• TASK DIRECTIONS
Write out every entry once more, character for character.

• RECORDED DATA
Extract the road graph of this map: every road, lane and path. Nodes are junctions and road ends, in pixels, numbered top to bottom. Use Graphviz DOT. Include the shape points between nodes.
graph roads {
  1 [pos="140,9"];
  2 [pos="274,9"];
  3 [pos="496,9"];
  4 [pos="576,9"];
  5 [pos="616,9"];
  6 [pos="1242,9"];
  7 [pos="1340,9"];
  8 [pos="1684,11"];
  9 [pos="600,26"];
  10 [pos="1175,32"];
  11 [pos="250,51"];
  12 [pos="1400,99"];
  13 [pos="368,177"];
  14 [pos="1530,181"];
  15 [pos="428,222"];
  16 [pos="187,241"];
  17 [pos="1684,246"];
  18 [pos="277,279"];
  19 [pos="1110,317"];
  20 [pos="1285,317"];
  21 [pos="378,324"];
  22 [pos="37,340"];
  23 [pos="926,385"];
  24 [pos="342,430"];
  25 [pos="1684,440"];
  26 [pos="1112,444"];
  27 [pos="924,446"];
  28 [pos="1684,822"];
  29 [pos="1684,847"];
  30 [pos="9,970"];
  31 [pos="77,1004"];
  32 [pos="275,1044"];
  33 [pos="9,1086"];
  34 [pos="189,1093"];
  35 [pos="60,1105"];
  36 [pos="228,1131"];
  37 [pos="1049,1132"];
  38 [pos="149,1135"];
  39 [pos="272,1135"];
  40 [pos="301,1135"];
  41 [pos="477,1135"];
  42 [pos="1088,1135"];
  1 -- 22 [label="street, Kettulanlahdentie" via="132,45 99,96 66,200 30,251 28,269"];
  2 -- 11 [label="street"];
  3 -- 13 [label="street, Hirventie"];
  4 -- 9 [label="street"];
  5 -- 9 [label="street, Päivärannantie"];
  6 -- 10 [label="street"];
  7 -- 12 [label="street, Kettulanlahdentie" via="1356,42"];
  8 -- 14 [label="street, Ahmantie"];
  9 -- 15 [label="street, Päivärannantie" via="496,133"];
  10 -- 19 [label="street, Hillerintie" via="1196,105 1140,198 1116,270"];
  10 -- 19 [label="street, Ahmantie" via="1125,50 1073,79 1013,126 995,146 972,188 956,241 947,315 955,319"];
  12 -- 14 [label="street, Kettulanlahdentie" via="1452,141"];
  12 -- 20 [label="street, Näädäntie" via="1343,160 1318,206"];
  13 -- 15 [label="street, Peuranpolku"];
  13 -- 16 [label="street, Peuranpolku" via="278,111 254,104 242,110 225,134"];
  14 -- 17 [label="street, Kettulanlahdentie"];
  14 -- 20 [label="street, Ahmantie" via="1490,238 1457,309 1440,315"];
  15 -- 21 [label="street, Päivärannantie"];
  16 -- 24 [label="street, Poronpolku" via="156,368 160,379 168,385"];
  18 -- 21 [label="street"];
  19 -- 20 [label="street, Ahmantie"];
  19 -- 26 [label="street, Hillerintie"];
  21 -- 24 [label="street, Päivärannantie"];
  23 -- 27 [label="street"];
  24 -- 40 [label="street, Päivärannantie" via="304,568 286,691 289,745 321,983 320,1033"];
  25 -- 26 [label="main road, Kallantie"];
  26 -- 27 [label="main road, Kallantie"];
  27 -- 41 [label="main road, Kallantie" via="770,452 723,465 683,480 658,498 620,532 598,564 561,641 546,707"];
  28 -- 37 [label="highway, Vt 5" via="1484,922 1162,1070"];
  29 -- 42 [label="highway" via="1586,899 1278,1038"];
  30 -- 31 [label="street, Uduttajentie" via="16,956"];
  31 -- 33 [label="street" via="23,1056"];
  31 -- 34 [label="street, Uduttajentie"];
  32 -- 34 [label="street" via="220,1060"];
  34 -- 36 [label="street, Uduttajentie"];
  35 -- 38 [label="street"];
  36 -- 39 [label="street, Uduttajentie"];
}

• WRITTEN ANSWER
Extract the road graph of this map: every road, lane and path. Nodes are junctions and road ends, in pixels, numbered top to bottom. Use Graphviz DOT. Include the shape points between nodes.
graph roads {
  1 [pos="140,9"];
  2 [pos="274,9"];
  3 [pos="496,9"];
  4 [pos="576,9"];
  5 [pos="616,9"];
  6 [pos="1242,9"];
  7 [pos="1340,9"];
  8 [pos="1684,11"];
  9 [pos="600,26"];
  10 [pos="1175,32"];
  11 [pos="250,51"];
  12 [pos="1400,99"];
  13 [pos="368,177"];
  14 [pos="1530,181"];
  15 [pos="428,222"];
  16 [pos="187,241"];
  17 [pos="1684,246"];
  18 [pos="277,279"];
  19 [pos="1110,317"];
  20 [pos="1285,317"];
  21 [pos="378,324"];
  22 [pos="37,340"];
  23 [pos="926,385"];
  24 [pos="342,430"];
  25 [pos="1684,440"];
  26 [pos="1112,444"];
  27 [pos="924,446"];
  28 [pos="1684,822"];
  29 [pos="1684,847"];
  30 [pos="9,970"];
  31 [pos="77,1004"];
  32 [pos="275,1044"];
  33 [pos="9,1086"];
  34 [pos="189,1093"];
  35 [pos="60,1105"];
  36 [pos="228,1131"];
  37 [pos="1049,1132"];
  38 [pos="149,1135"];
  39 [pos="272,1135"];
  40 [pos="301,1135"];
  41 [pos="477,1135"];
  42 [pos="1088,1135"];
  1 -- 22 [label="street, Kettulanlahdentie" via="132,45 99,96 66,200 30,251 28,269"];
  2 -- 11 [label="street"];
  3 -- 13 [label="street, Hirventie"];
  4 -- 9 [label="street"];
  5 -- 9 [label="street, Päivärannantie"];
  6 -- 10 [label="street"];
  7 -- 12 [label="street, Kettulanlahdentie" via="1356,42"];
  8 -- 14 [label="street, Ahmantie"];
  9 -- 15 [label="street, Päivärannantie" via="496,133"];
  10 -- 19 [label="street, Hillerintie" via="1196,105 1140,198 1116,270"];
  10 -- 19 [label="street, Ahmantie" via="1125,50 1073,79 1013,126 995,146 972,188 956,241 947,315 955,319"];
  12 -- 14 [label="street, Kettulanlahdentie" via="1452,141"];
  12 -- 20 [label="street, Näädäntie" via="1343,160 1318,206"];
  13 -- 15 [label="street, Peuranpolku"];
  13 -- 16 [label="street, Peuranpolku" via="278,111 254,104 242,110 225,134"];
  14 -- 17 [label="street, Kettulanlahdentie"];
  14 -- 20 [label="street, Ahmantie" via="1490,238 1457,309 1440,315"];
  15 -- 21 [label="street, Päivärannantie"];
  16 -- 24 [label="street, Poronpolku" via="156,368 160,379 168,385"];
  18 -- 21 [label="street"];
  19 -- 20 [label="street, Ahmantie"];
  19 -- 26 [label="street, Hillerintie"];
  21 -- 24 [label="street, Päivärannantie"];
  23 -- 27 [label="street"];
  24 -- 40 [label="street, Päivärannantie" via="304,568 286,691 289,745 321,983 320,1033"];
  25 -- 26 [label="main road, Kallantie"];
  26 -- 27 [label="main road, Kallantie"];
  27 -- 41 [label="main road, Kallantie" via="770,452 723,465 683,480 658,498 620,532 598,564 561,641 546,707"];
  28 -- 37 [label="highway, Vt 5" via="1484,922 1162,1070"];
  29 -- 42 [label="highway" via="1586,899 1278,1038"];
  30 -- 31 [label="street, Uduttajentie" via="16,956"];
  31 -- 33 [label="street" via="23,1056"];
  31 -- 34 [label="street, Uduttajentie"];
  32 -- 34 [label="street" via="220,1060"];
  34 -- 36 [label="street, Uduttajentie"];
  35 -- 38 [label="street"];
  36 -- 39 [label="street, Uduttajentie"];
}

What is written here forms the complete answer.